Но три года тому назадъ, жизнь улыбалась ему, какъ солнце, и радостнымъ казался міръ.

Отецъ и мать умерли одинъ за другимъ. Смерть эта только временно огорчила его; но затѣмъ онъ почувствовалъ себя освобожденнымъ отъ гнета, который втайнѣ тяготилъ его, потому что лишалъ его возможности свободно распоряжаться своими дѣйствіями. Теперь онъ могъ не только устроить свою жизнь но своему усмотрѣнію, но, въ качествѣ круннаго землевладѣльца, оказать плодотворное вліяніе на людей, поставленныхъ въ зависимость отъ него. Во время своихъ путешествій, онъ видѣлъ многое, что казалось ему лучше устроеннымъ, нежели на его родинѣ. Жажда дѣятельности и стремленіе къ хозяйственнымъ нововведеніямъ побуждали его къ перемѣнамъ въ способѣ управленія имѣніями. Одно давалось ему, другое нѣтъ. Но онъ былъ одаренъ счастливой натурой, которая при солнечномъ сіяніи, быть можетъ, слишкомъ радостно и беззаботно наслаждается жизнью, но въ то же время спокойно переноситъ неудачи. По своей предпріимчивости, способности пользоваться минутой и дѣятельности, не знавшей устали, онъ составлялъ совершенную противоположность съ отцемъ, который прожилъ большую часть жизни въ полномъ уединеніи, отчужденный отъ настоящаго, не заботясь о дѣлахъ и судьбѣ окружающихъ его людей.
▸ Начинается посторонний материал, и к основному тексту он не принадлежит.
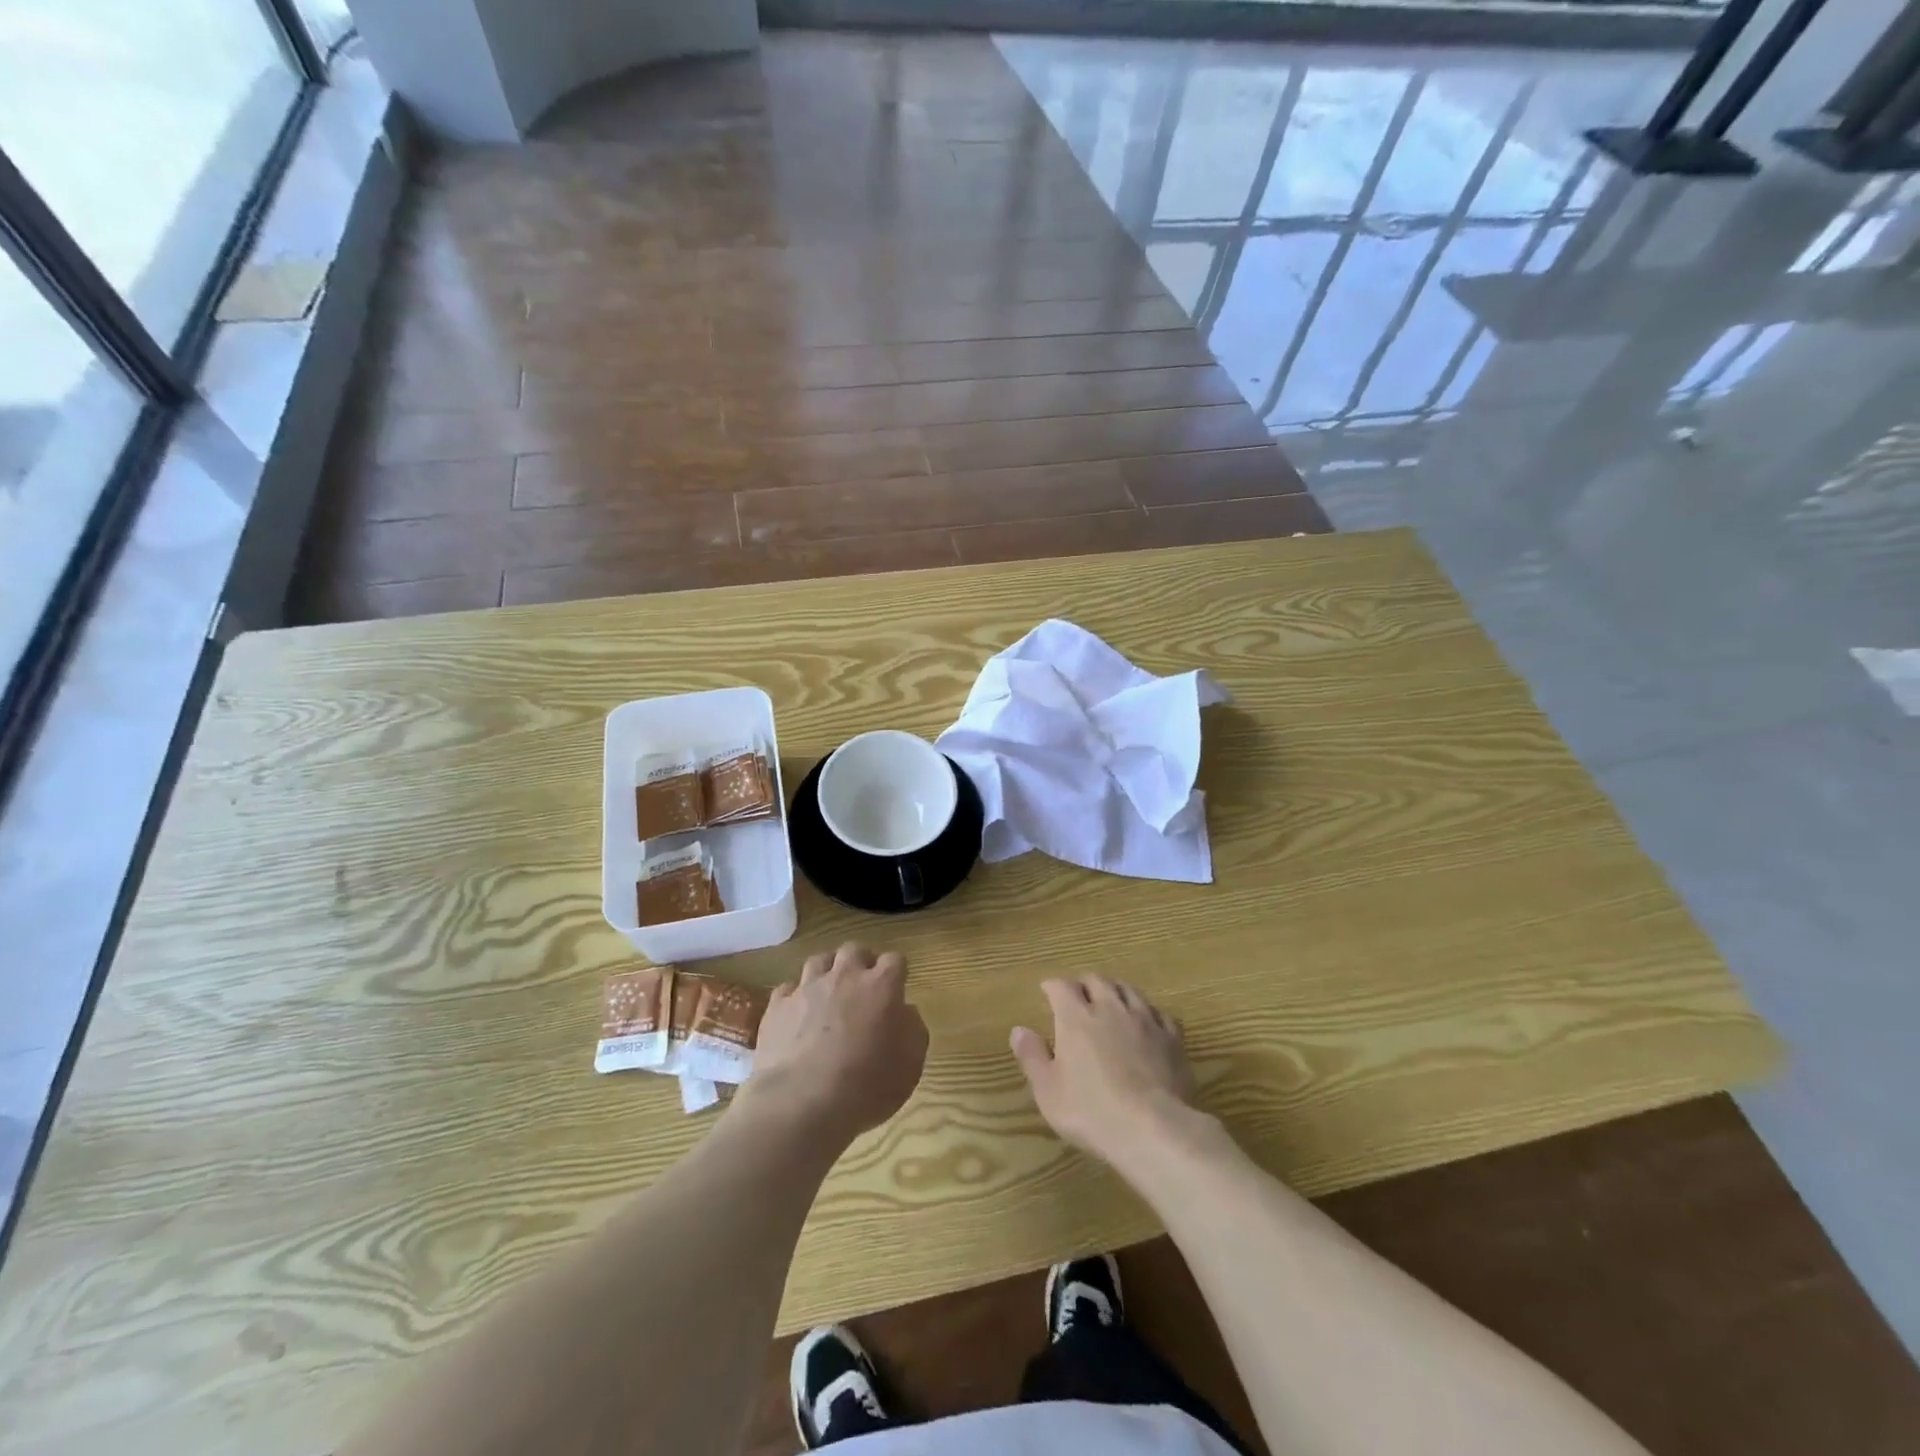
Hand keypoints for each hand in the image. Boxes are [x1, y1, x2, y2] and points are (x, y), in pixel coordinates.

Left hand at [746, 942, 927, 1144]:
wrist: (800, 1103)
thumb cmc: (865, 1087)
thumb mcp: (910, 1066)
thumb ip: (913, 1031)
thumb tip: (905, 1013)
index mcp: (881, 986)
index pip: (895, 960)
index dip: (896, 972)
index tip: (896, 988)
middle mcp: (844, 977)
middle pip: (854, 950)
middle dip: (861, 961)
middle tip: (863, 985)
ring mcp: (807, 988)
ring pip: (819, 961)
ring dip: (827, 972)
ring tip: (829, 993)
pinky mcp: (777, 1006)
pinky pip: (788, 988)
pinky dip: (796, 996)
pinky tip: (798, 1014)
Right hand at [1011, 976, 1201, 1169]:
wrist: (1152, 1127)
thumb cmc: (1091, 1110)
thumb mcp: (1048, 1090)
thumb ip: (1032, 1056)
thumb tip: (1019, 1030)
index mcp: (1076, 1017)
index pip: (1061, 986)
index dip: (1053, 986)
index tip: (1047, 991)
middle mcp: (1110, 1008)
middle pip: (1097, 981)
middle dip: (1085, 984)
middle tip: (1079, 995)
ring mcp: (1144, 1020)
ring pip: (1129, 990)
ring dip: (1116, 991)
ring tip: (1112, 1001)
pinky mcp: (1171, 1037)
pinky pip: (1159, 1013)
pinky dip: (1148, 1013)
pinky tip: (1147, 1023)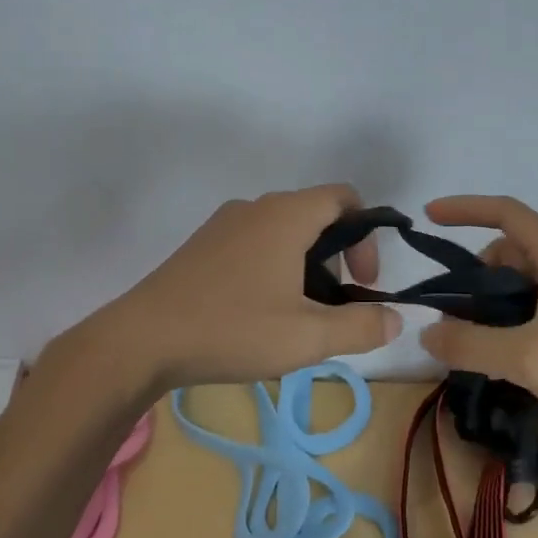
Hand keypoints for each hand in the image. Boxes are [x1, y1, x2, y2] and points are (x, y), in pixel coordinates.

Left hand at [83, 184, 401, 392]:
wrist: (141, 340)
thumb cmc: (231, 330)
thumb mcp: (307, 337)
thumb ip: (361, 326)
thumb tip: (396, 318)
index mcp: (286, 216)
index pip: (345, 197)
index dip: (367, 236)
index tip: (364, 282)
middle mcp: (256, 207)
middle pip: (316, 214)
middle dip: (338, 255)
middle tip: (336, 305)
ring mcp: (224, 224)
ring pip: (283, 231)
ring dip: (306, 264)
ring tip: (299, 314)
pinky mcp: (202, 245)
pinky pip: (254, 242)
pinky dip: (274, 266)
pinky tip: (260, 312)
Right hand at [417, 195, 537, 446]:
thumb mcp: (526, 357)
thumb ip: (469, 343)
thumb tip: (427, 332)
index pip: (505, 212)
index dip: (464, 209)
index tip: (428, 217)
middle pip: (511, 250)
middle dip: (476, 275)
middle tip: (456, 315)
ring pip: (526, 280)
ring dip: (496, 302)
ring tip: (479, 341)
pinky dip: (517, 318)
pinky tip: (510, 354)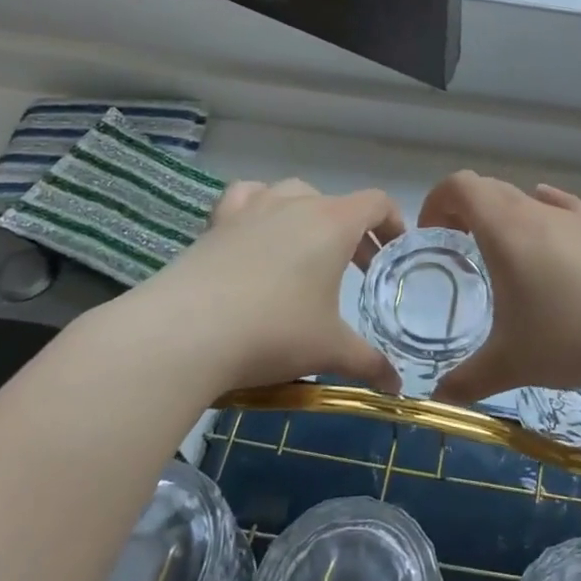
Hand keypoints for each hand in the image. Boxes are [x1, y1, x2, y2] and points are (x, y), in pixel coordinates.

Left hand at [96, 178, 405, 397]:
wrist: (184, 333)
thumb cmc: (273, 331)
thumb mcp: (329, 350)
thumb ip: (369, 363)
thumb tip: (396, 387)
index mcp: (333, 224)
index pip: (376, 202)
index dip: (393, 221)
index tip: (395, 250)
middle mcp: (294, 204)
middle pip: (336, 203)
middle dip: (353, 232)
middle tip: (357, 269)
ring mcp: (251, 209)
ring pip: (291, 193)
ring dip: (308, 214)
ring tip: (307, 249)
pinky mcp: (216, 223)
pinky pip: (245, 198)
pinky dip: (259, 207)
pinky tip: (256, 233)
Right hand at [419, 171, 580, 405]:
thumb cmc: (572, 340)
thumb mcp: (511, 365)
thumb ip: (466, 381)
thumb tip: (438, 399)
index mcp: (507, 230)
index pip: (460, 186)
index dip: (437, 201)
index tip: (432, 234)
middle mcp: (539, 211)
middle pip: (491, 188)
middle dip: (466, 210)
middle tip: (459, 248)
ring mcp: (577, 217)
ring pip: (528, 199)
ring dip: (506, 216)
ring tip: (506, 257)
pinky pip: (564, 208)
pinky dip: (545, 214)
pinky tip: (549, 237)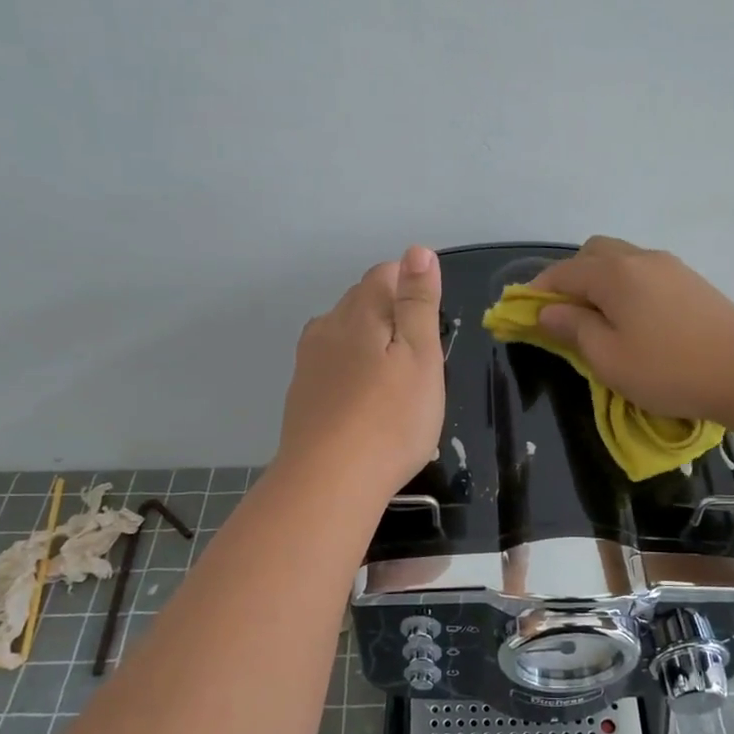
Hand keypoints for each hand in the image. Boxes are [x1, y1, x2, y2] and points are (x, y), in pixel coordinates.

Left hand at [277, 246, 445, 499]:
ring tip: (393, 380)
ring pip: (342, 334)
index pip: (384, 274)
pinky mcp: (301, 396)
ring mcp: (308, 363)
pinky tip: (363, 404)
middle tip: (419, 357)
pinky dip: (351, 373)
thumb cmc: (391, 419)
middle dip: (391, 315)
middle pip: (361, 302)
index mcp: (359, 312)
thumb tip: (417, 251)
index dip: (411, 288)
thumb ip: (418, 303)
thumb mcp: (421, 357)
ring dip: (368, 344)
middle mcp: (327, 328)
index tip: (431, 324)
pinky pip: (331, 367)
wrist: (328, 482)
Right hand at [528, 236, 733, 425]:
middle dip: (570, 278)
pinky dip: (625, 286)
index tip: (522, 313)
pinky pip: (643, 271)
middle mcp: (640, 258)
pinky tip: (633, 318)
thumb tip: (547, 311)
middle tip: (564, 316)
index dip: (537, 291)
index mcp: (614, 273)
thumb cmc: (670, 369)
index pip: (562, 273)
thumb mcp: (609, 358)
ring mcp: (670, 266)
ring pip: (620, 259)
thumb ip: (574, 329)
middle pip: (592, 253)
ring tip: (598, 319)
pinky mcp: (691, 281)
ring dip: (599, 281)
Молодой графъ, руководимый желаніемъ добра и слѣдуя общему направленію духа того времени, мечталъ о іюли друга человѣчества и искорененіи существующихъ пороковъ. Онъ нашелъ въ Богеміи богатую почву для примѣненія своей дѣятельности. Имѣнія его были запущены; мѣстное населеніе неразвито и бѣдно, благодаря продолжительной войнѣ и собственному нерадѣнію. Тѣмъ не менѣе, попытки графа Эрбаха были встрѣчены съ недоброжелательствомъ; говорили, между прочимъ, что онъ намѣревается въ маломъ видѣ произвести въ своихъ помѣстьямъ тѣ же реформы, какія хотѣлъ проводить Іосифъ II въ Австріи. Въ этомъ была доля правды: онъ облегчилъ подати своихъ крестьянъ, уменьшилъ стоимость выкупа земли, сдѣлалъ разныя улучшенія въ деревенскихъ школахъ и слѣдилъ за правильностью судопроизводства.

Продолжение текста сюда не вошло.